**Your goal**
Please set down the data word for word; images do not go in the copy.

**Provided data**
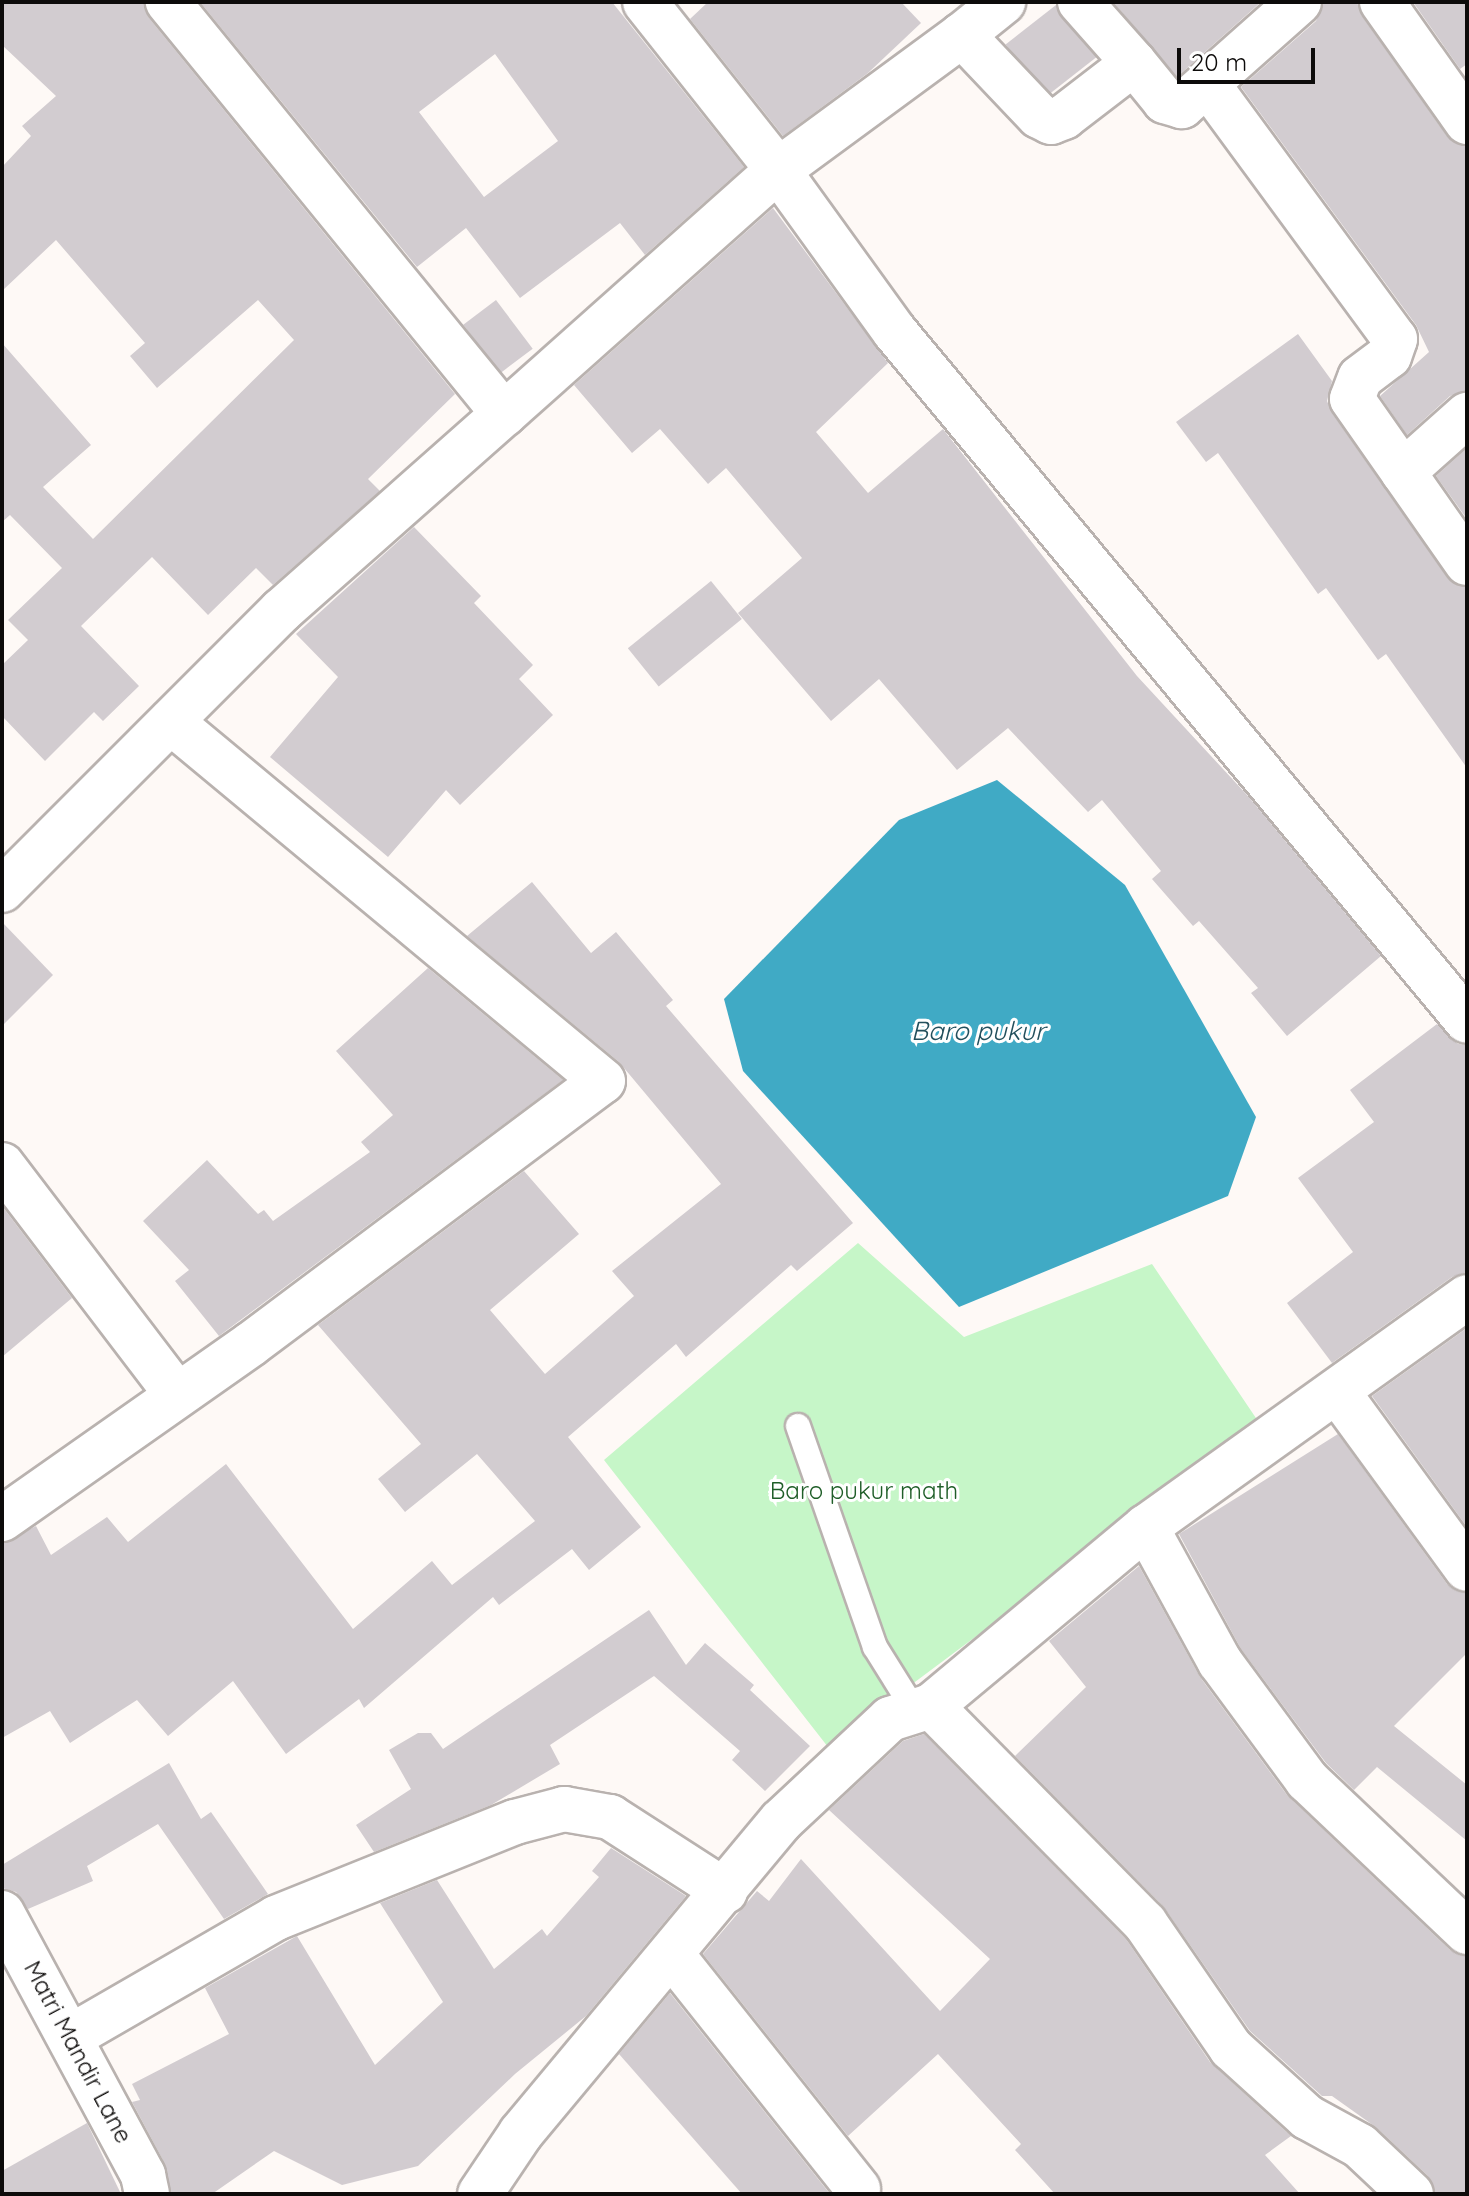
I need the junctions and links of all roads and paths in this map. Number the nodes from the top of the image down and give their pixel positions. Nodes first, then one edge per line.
1 (168, 2) edge
2 (645, 2) edge
3 (1003, 2) edge
4 (1080, 2) edge
5 (1299, 2) edge
6 (1382, 2) edge
7 (962, 35) junction
8 (1134, 63) junction
9 (1209, 86) junction
10 (1467, 122) edge
11 (778, 170) junction
12 (504, 414) junction
13 (1467, 415) edge
14 (1403, 472) junction
15 (1467, 563) edge
16 (171, 722) junction
17 (2, 890) edge
18 (1467, 1021) edge
19 (2, 1165) edge
20 (1467, 1297) edge
21 (1337, 1391) junction
22 (177, 1395) junction
23 (798, 1426) dead end
24 (2, 1519) edge
25 (1146, 1527) junction
26 (1467, 1569) edge
27 (923, 1709) junction
28 (725, 1891) junction
29 (2, 1913) edge
30 (1467, 1932) edge
31 (672, 1955) junction
32 (70, 2037) junction
33 (858, 2189) dead end
34 (147, 2194) edge
35 (480, 2194) edge
36 (1411, 2194) edge

1 - 12 street
2 - 11 street
3 - 7 street
4 - 8 street
5 - 9 street
6 - 10 street
7 - 8 street
7 - 11 street
8 - 9 street
9 - 14 street
11 - 12 street
11 - 18 street
12 - 16 street
13 - 14 street
14 - 15 street
16 - 17 street
16 - 22 street
19 - 22 street
20 - 21 street
21 - 25 street
21 - 26 street
22 - 24 street
23 - 27 lane
25 - 27 street
25 - 30 street
27 - 28 street
27 - 36 street
28 - 31 street
28 - 32 street
29 - 32 street, Matri Mandir Lane
31 - 33 street
31 - 35 street
32 - 34 street, Matri Mandir Lane

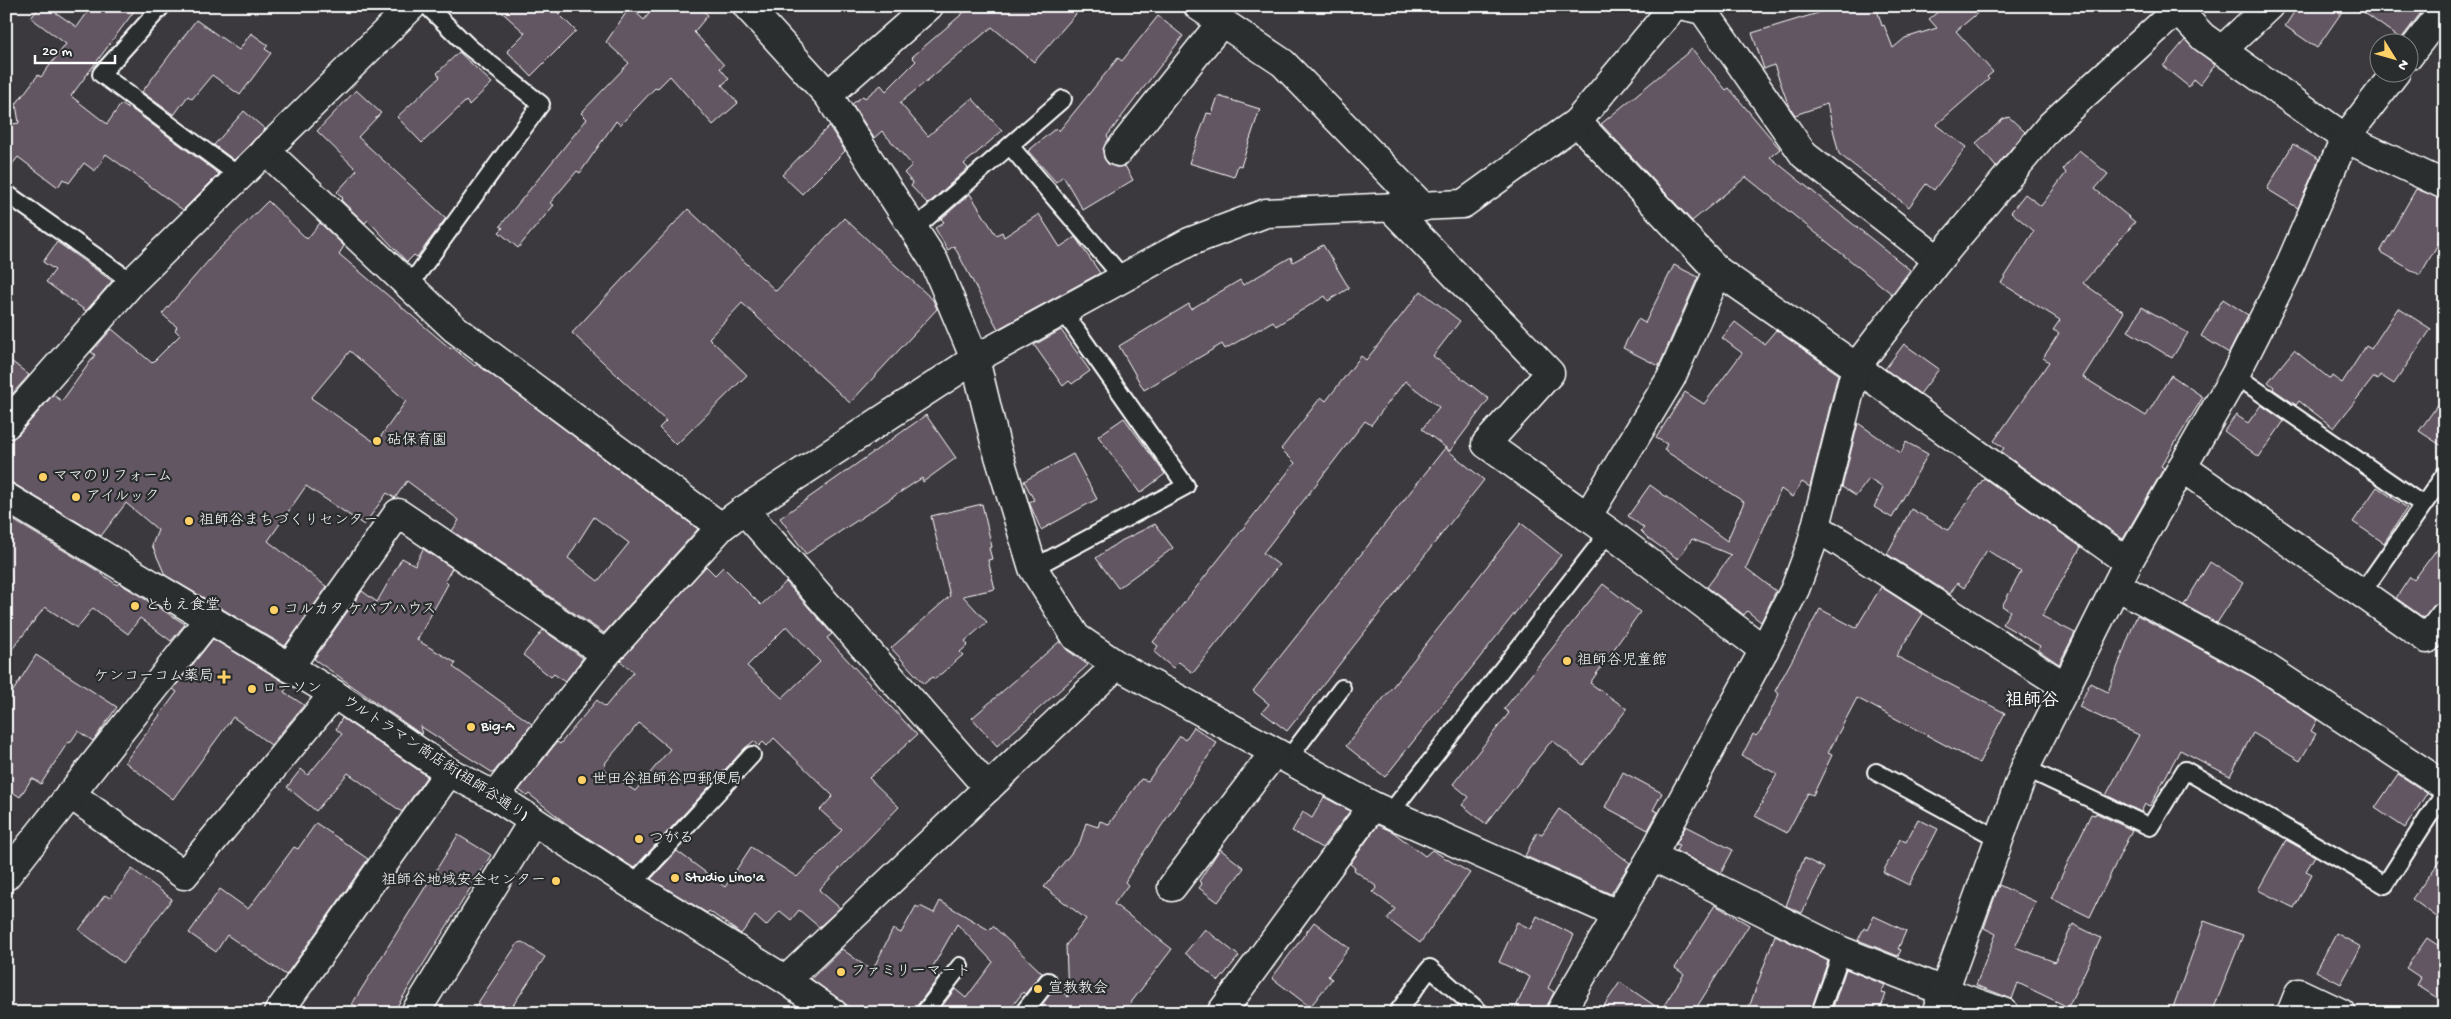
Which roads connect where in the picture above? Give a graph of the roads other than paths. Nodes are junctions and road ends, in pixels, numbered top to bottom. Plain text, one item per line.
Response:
1 (162, 6) edge
2 (412, 6) edge
3 (427, 6) edge
4 (746, 6) edge
5 (929, 6) edge
6 (1198, 6) edge
7 (1674, 6) edge
8 (1685, 6) edge
9 (2269, 6) edge
10 (2176, 8) edge
11 (2445, 8) edge
12 (1221, 23) junction
13 (2418, 43) edge
14 (2222, 50) junction
15 (2388, 82) edge
16 (828, 95) junction
17 (1063, 99) dead end
18 (1577, 122) junction
19 (2345, 138) junction
20 (1010, 146) junction
21 (265, 150) junction
22 (1118, 152) dead end
23 (239, 176) junction
24 (2445, 185) edge
25 (6, 193) edge
26 (1423, 207) junction
27 (1391, 208) junction
28 (914, 229) junction
29 (1938, 260) junction
30 (1718, 271) junction
31 (1123, 278) junction
32 (132, 282) junction
33 (409, 286) junction
34 (1063, 311) junction
35 (975, 359) junction
36 (1856, 367) junction
37 (2235, 375) junction
38 (6, 425) edge
39 (2182, 467) junction
40 (2445, 474) edge
41 (6, 497) edge
42 (2423, 505) junction
43 (744, 510) junction
44 (1598, 524) junction
45 (721, 527) junction
46 (1816, 527) junction
47 (1033, 568) junction
48 (2122, 574) junction
49 (2361, 594) junction
50 (2445, 616) edge
51 (209, 619) junction
52 (1764, 650) junction
53 (606, 654) junction
54 (1116, 664) junction
55 (289, 667) junction
56 (2066, 687) junction
57 (1342, 688) dead end
58 (334, 694) junction
59 (752, 755) dead end
60 (1281, 756) junction
61 (2025, 768) junction
62 (449, 772) junction
63 (1876, 772) dead end
64 (2445, 786) edge
65 (988, 788) junction
66 (2445, 791) edge
67 (70, 794) junction
68 (495, 796) junction
69 (1381, 810) junction
70 (533, 822) junction
71 (1999, 838) junction
72 (1652, 856) junction
73 (6, 876) edge
74 (632, 885) junction
75 (1172, 887) dead end
76 (1617, 914) junction
77 (1842, 951) junction
78 (960, 966) dead end
79 (786, 980) junction
80 (1048, 981) dead end
81 (1940, 1002) edge
82 (278, 1013) edge
83 (415, 1013) edge
84 (833, 1013) edge
85 (924, 1013) edge
86 (1023, 1013) edge
87 (1221, 1013) edge
88 (1397, 1013) edge
89 (1481, 1013) edge
90 (1560, 1013) edge
91 (1820, 1013) edge
92 (2005, 1013) edge
93 (2291, 1013) edge
94 (2341, 1013) edge

1 - 23 lane
2 - 21 street
3 - 33 lane
4 - 16 street
5 - 16 street
6 - 12 street
7 - 18 street
8 - 29 street
9 - 14 street
10 - 14 street
10 - 29 street
11 - 13 street
12 - 22 street
12 - 26 street
14 - 19 street
15 - 19 street
16 - 28 street
17 - 20 lane
18 - 26 street
18 - 30 street
19 - 24 street
19 - 37 street
20 - 28 lane
20 - 31 lane
21 - 23 street
21 - 33 street
23 - 32 street
25 - 32 lane
26 - 27 street
27 - 31 street
27 - 44 street
28 - 35 street
29 - 36 street
30 - 36 street
30 - 44 street
31 - 34 street
32 - 38 street
33 - 45 street
34 - 35 street
34 - 47 lane
35 - 43 street
35 - 47 street
36 - 46 street
36 - 48 street
37 - 39 street
37 - 42 lane
39 - 48 street
39 - 49 street
40 - 42 lane
41 - 51 street, ウルトラマン商店街(祖師谷通り)
42 - 49 lane
43 - 45 street
43 - 65 street
44 - 52 street
44 - 69 lane
45 - 53 street
46 - 52 street
46 - 56 street
47 - 54 street
48 - 56 street
48 - 64 street
49 - 50 street
51 - 55 street, ウルトラマン商店街(祖師谷通り)
51 - 67 street
52 - 72 street
53 - 55 street
53 - 68 street
54 - 60 street
54 - 65 street
55 - 58 street, ウルトラマン商店街(祖師谷通り)
56 - 61 street
57 - 60 lane
58 - 62 street, ウルトラマン商店街(祖師谷通り)
58 - 67 street
59 - 74 lane
60 - 69 street
60 - 75 street
61 - 66 lane
61 - 71 street
62 - 68 street, ウルトラマン商店街(祖師谷通り)
62 - 82 street
63 - 71 lane
65 - 79 street
67 - 73 street
68 - 70 street, ウルトラマン商店街(祖師谷通り)
69 - 76 street
69 - 87 street
70 - 74 street, ウルトラマン商店街(祖師谷通り)
70 - 83 street
71 - 81 street
72 - 76 street
72 - 77 street
74 - 79 street, ウルトラマン商店街(祖師谷通り)
76 - 90 street
77 - 81 street
77 - 91 lane
78 - 85 lane
79 - 84 street, ウルトラマン商店街(祖師谷通り)
80 - 86 lane
81 - 92 street
88 - 89 lane
93 - 94 street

**Worked solution**
I need the junctions and links of all roads and paths in this map. Number the nodes from the top of the image down and give their pixel positions. Nodes first, then one edge per line.
1 (168, 2) edge
2 (645, 2) edge
3 (1003, 2) edge
4 (1080, 2) edge
5 (1299, 2) edge
6 (1382, 2) edge
7 (962, 35) junction
8 (1134, 63) junction
9 (1209, 86) junction
10 (1467, 122) edge
11 (778, 170) junction
12 (504, 414) junction
13 (1467, 415) edge
14 (1403, 472) junction
15 (1467, 563) edge
16 (171, 722) junction
17 (2, 890) edge
18 (1467, 1021) edge
19 (2, 1165) edge
20 (1467, 1297) edge
21 (1337, 1391) junction
22 (177, 1395) junction
23 (798, 1426) dead end
24 (2, 1519) edge
25 (1146, 1527) junction
26 (1467, 1569) edge
27 (923, 1709) junction
28 (725, 1891) junction
29 (2, 1913) edge
30 (1467, 1932) edge
31 (672, 1955) junction
32 (70, 2037) junction
33 (858, 2189) dead end
34 (147, 2194) edge
35 (480, 2194) edge
36 (1411, 2194) edge

1 - 12 street
2 - 11 street
3 - 7 street
4 - 8 street
5 - 9 street
6 - 10 street
7 - 8 street
7 - 11 street
8 - 9 street
9 - 14 street
11 - 12 street
11 - 18 street
12 - 16 street
13 - 14 street
14 - 15 street
16 - 17 street
16 - 22 street
19 - 22 street
20 - 21 street
21 - 25 street
21 - 26 street
22 - 24 street
23 - 27 lane
25 - 27 street
25 - 30 street
27 - 28 street
27 - 36 street
28 - 31 street
28 - 32 street
29 - 32 street, Matri Mandir Lane
31 - 33 street
31 - 35 street
32 - 34 street, Matri Mandir Lane

Which roads connect where in the picture above? Give a graph of the roads other than paths. Nodes are junctions and road ends, in pixels, numbered top to bottom. Plain text, one item per line.
Response:
1 (162, 6) edge
2 (412, 6) edge
3 (427, 6) edge
4 (746, 6) edge
5 (929, 6) edge
6 (1198, 6) edge
7 (1674, 6) edge
8 (1685, 6) edge
9 (2269, 6) edge
10 (2176, 8) edge
11 (2445, 8) edge
12 (1221, 23) junction
13 (2418, 43) edge
14 (2222, 50) junction
15 (2388, 82) edge
16 (828, 95) junction
17 (1063, 99) dead end
18 (1577, 122) junction
19 (2345, 138) junction
20 (1010, 146) junction
21 (265, 150) junction
22 (1118, 152) dead end
23 (239, 176) junction
24 (2445, 185) edge
25 (6, 193) edge
26 (1423, 207) junction
27 (1391, 208) junction
28 (914, 229) junction
29 (1938, 260) junction
30 (1718, 271) junction
31 (1123, 278) junction
32 (132, 282) junction
33 (409, 286) junction
34 (1063, 311) junction
35 (975, 359) junction
36 (1856, 367) junction
37 (2235, 375) junction
38 (6, 425) edge
39 (2182, 467) junction
40 (2445, 474) edge
41 (6, 497) edge
42 (2423, 505) junction
43 (744, 510) junction
44 (1598, 524) junction
45 (721, 527) junction
46 (1816, 527) junction
47 (1033, 568) junction
48 (2122, 574) junction
49 (2361, 594) junction
50 (2445, 616) edge
51 (209, 619) junction
52 (1764, 650) junction
53 (606, 654) junction
54 (1116, 664) junction
55 (289, 667) junction
56 (2066, 687) junction
57 (1342, 688) dead end
58 (334, 694) junction
59 (752, 755) dead end
60 (1281, 756) junction
61 (2025, 768) junction
62 (449, 772) junction
63 (1876, 772) dead end
64 (2445, 786) edge
65 (988, 788) junction
66 (2445, 791) edge
67 (70, 794) junction
68 (495, 796) junction
69 (1381, 810) junction
70 (533, 822) junction
71 (1999, 838) junction
72 (1652, 856) junction
73 (6, 876) edge
74 (632, 885) junction
75 (1172, 887) dead end
76 (1617, 914) junction
77 (1842, 951) junction
78 (960, 966) dead end
79 (786, 980) junction
80 (1048, 981) dead end
81 (1940, 1002) edge
82 (278, 1013) edge
83 (415, 1013) edge
84 (833, 1013) edge
85 (924, 1013) edge
86 (1023, 1013) edge
87 (1221, 1013) edge
88 (1397, 1013) edge
89 (1481, 1013) edge
90 (1560, 1013) edge
91 (1820, 1013) edge
92 (2005, 1013) edge
93 (2291, 1013) edge
94 (2341, 1013) edge

1 - 23 lane
2 - 21 street
3 - 33 lane
4 - 16 street
5 - 16 street
6 - 12 street
7 - 18 street
8 - 29 street
9 - 14 street
10 - 14 street
10 - 29 street
11 - 13 street
12 - 22 street
12 - 26 street
14 - 19 street
15 - 19 street
16 - 28 street
17 - 20 lane
18 - 26 street
18 - 30 street
19 - 24 street
19 - 37 street
20 - 28 lane
20 - 31 lane
21 - 23 street
21 - 33 street
23 - 32 street
25 - 32 lane
26 - 27 street
27 - 31 street
27 - 44 street
28 - 35 street
29 - 36 street
30 - 36 street
30 - 44 street
31 - 34 street
32 - 38 street
33 - 45 street
34 - 35 street
34 - 47 lane
35 - 43 street
35 - 47 street
36 - 46 street
36 - 48 street
37 - 39 street
37 - 42 lane
39 - 48 street
39 - 49 street
40 - 42 lane
41 - 51 street, ウルトラマン商店街(祖師谷通り)
42 - 49 lane
43 - 45 street
43 - 65 street
44 - 52 street
44 - 69 lane
45 - 53 street
46 - 52 street
46 - 56 street
47 - 54 street
48 - 56 street
48 - 64 street
49 - 50 street
51 - 55 street, ウルトラマン商店街(祖師谷通り)
51 - 67 street
52 - 72 street
53 - 55 street
53 - 68 street
54 - 60 street
54 - 65 street
55 - 58 street, ウルトラマン商店街(祖師谷通り)
56 - 61 street
57 - 60 lane
58 - 62 street, ウルトラマン商店街(祖師谷通り)
58 - 67 street
59 - 74 lane
60 - 69 street
60 - 75 street
61 - 66 lane
61 - 71 street
62 - 68 street, ウルトラマン商店街(祖師谷通り)
62 - 82 street
63 - 71 lane
65 - 79 street
67 - 73 street
68 - 70 street, ウルトラマン商店街(祖師谷通り)
69 - 76 street
69 - 87 street
70 - 74 street, ウルトラマン商店街(祖師谷通り)
70 - 83 street
71 - 81 street
72 - 76 street
72 - 77 street
74 - 79 street, ウルトラマン商店街(祖師谷通り)
76 - 90 street
77 - 81 street
77 - 91 lane
78 - 85 lane
79 - 84 street, ウルトラマン商店街(祖師谷通り)
80 - 86 lane
81 - 92 street
88 - 89 lane
93 - 94 street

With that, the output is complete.